Discussion

How can we classify our results

Posted by Maria Riegel on July 30, 2023 · 5 mins read

The aim is to generate building footprints of other cities that are true to scale and angle and that also correspond to reality in terms of completeness and accuracy. So far, the planned goal has not been achieved. One reason may be insufficient training of the model with the data. If the model were trained with the new data over a longer period of time, it should be able to generate building footprints for cities with a lower population density than Singapore or Paris. The calculation of the model is also associated with a long computing time, which has made multiple training even more difficult for the limited time period. In particular, the necessary computational units are also lacking.

We also reached its limits when generating the building footprints. There were limitations with the size of the tiles. The zoom factor cannot be freely selected, but depends on the morphology of the city. Another problem arose from the city’s road network. It was unclear which streets we should or should not include in our street network map. By having too many streets in a large scale, it was difficult to distinguish the streets from each other. The larger the zoom factor, the more obvious it was to use fewer roads and rather use federal or motorway roads to ensure the clarity to assign the individual tiles. The smaller the zoom factor, the more suitable it was to use main and secondary roads from the 30 km zone.

In general, the report by Abraham Wu and Filip Biljecki is insufficient in describing the use and processing of the training data. There is no additional description of how the training data was processed and which road network was used. Likewise, the search for suitable data has reached its limits. On the one hand, there are not freely available data sets on buildings or road networks for every city in Germany. In the federal state of Schleswig-Holstein, for example, there is an internet site with a complete data set on building footprints for every district, whereas in Hamburg one has to apply for information on the official real estate cadastre via the State Office for Geodesy and Surveying. For other regions, it had to be determined that the freely available data is not up-to-date or incomplete, as buildings or streets were sometimes missing in the data comparison with Google Maps. However, building plans for some regions are published on the internet and can be accessed. The problem has occurred more often with roads than with buildings. One reason for this may be the imprecise hierarchy of roads and the lack of up-to-dateness. This also limits the resources for a realistic creation.

The second planned approach for our analysis using population density as an indicator for the size of the building footprint could not be carried out and the idea had to be discarded. The reason for this is that population density cannot be used as an indicator. Large cities live from work and therefore many buildings are available as office space and are not directly inhabited. Therefore, population density is not optimal as an indicator for building floor space.
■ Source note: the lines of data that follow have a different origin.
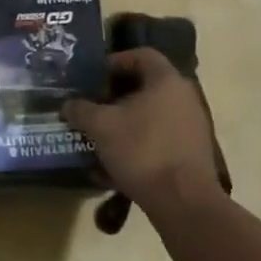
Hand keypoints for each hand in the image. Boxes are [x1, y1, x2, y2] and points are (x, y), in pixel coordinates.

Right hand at [63, 49, 223, 213]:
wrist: (184, 204)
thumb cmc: (142, 151)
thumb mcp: (101, 127)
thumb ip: (81, 110)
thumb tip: (68, 105)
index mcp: (166, 81)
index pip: (141, 55)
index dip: (115, 61)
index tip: (94, 77)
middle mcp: (184, 98)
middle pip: (145, 87)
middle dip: (115, 97)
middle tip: (93, 108)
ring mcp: (192, 128)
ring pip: (151, 117)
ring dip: (124, 125)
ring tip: (99, 140)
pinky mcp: (192, 156)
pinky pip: (159, 142)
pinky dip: (137, 149)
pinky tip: (112, 170)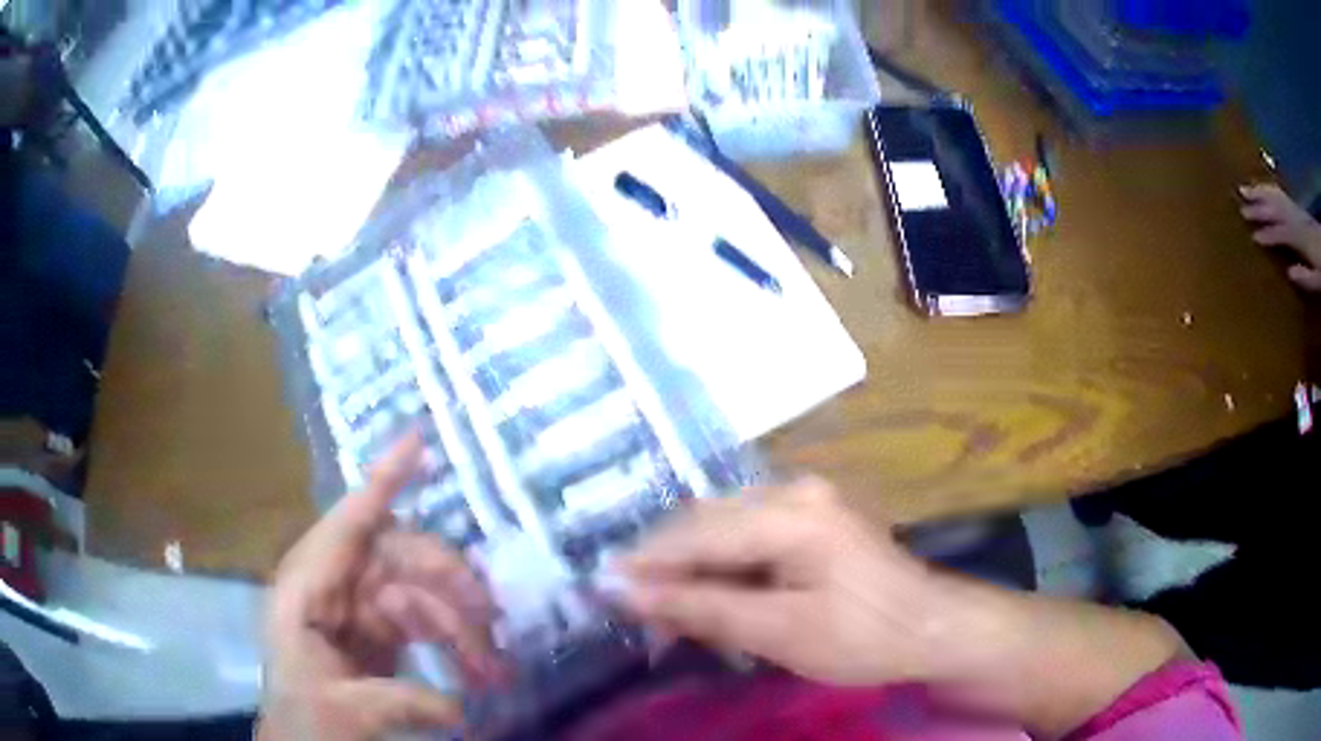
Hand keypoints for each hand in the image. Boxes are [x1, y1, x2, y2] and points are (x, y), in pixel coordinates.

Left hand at [258, 435, 504, 740]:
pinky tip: (478, 667)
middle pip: (396, 556)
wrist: (303, 740)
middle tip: (489, 612)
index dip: (382, 481)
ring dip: (458, 621)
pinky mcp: (378, 633)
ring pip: (417, 590)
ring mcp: (357, 609)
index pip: (347, 523)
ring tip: (493, 666)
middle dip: (446, 580)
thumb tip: (459, 708)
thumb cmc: (302, 720)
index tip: (418, 441)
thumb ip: (394, 702)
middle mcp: (333, 586)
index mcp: (307, 590)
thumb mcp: (339, 712)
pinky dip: (453, 638)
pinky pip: (423, 620)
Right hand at [617, 478, 944, 685]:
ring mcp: (805, 502)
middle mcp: (793, 492)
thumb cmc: (865, 636)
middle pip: (706, 526)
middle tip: (631, 610)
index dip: (645, 563)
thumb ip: (703, 609)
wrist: (935, 629)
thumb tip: (628, 593)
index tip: (598, 588)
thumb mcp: (781, 632)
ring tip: (666, 612)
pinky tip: (711, 600)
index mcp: (791, 513)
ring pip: (722, 532)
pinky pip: (747, 539)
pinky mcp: (810, 522)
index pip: (697, 534)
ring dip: (691, 571)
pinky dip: (722, 571)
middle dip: (665, 569)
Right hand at [1241, 183, 1320, 290]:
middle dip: (1259, 208)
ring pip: (1275, 196)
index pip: (1281, 233)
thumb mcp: (1317, 279)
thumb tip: (1288, 273)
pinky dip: (1270, 190)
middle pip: (1275, 210)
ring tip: (1244, 189)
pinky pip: (1281, 194)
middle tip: (1241, 208)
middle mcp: (1295, 218)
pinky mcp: (1296, 207)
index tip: (1253, 238)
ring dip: (1260, 192)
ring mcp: (1295, 209)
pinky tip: (1262, 189)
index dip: (1268, 235)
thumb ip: (1305, 277)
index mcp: (1299, 238)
On the other hand, population density does not fit the functioning of the model and the amount of training data that can be used. Pixel distribution is a relevant factor that must be taken into account. It was found that wrong roads are included in the data set and thus also lead to wrong training. It has been found that it would be better to use only buildings than to include roads for processing the data.

A lot of parameters are used in the source code, which are not particularly discussed in the article. There is no description of all the parameters used, so it is not easy to understand them. Some of the parameters can be identified by their names and used for the new model. A few parameters could be tested and changed. In the end, not all hyperparameters could be tested and were left at their default settings.

Overall, the whole model was hardly changed, except for a few selected parameters, the input data and the output location. To achieve the best results, it would be better to change more parameters and test the new training data set again and again with new input parameters until the best results are achieved.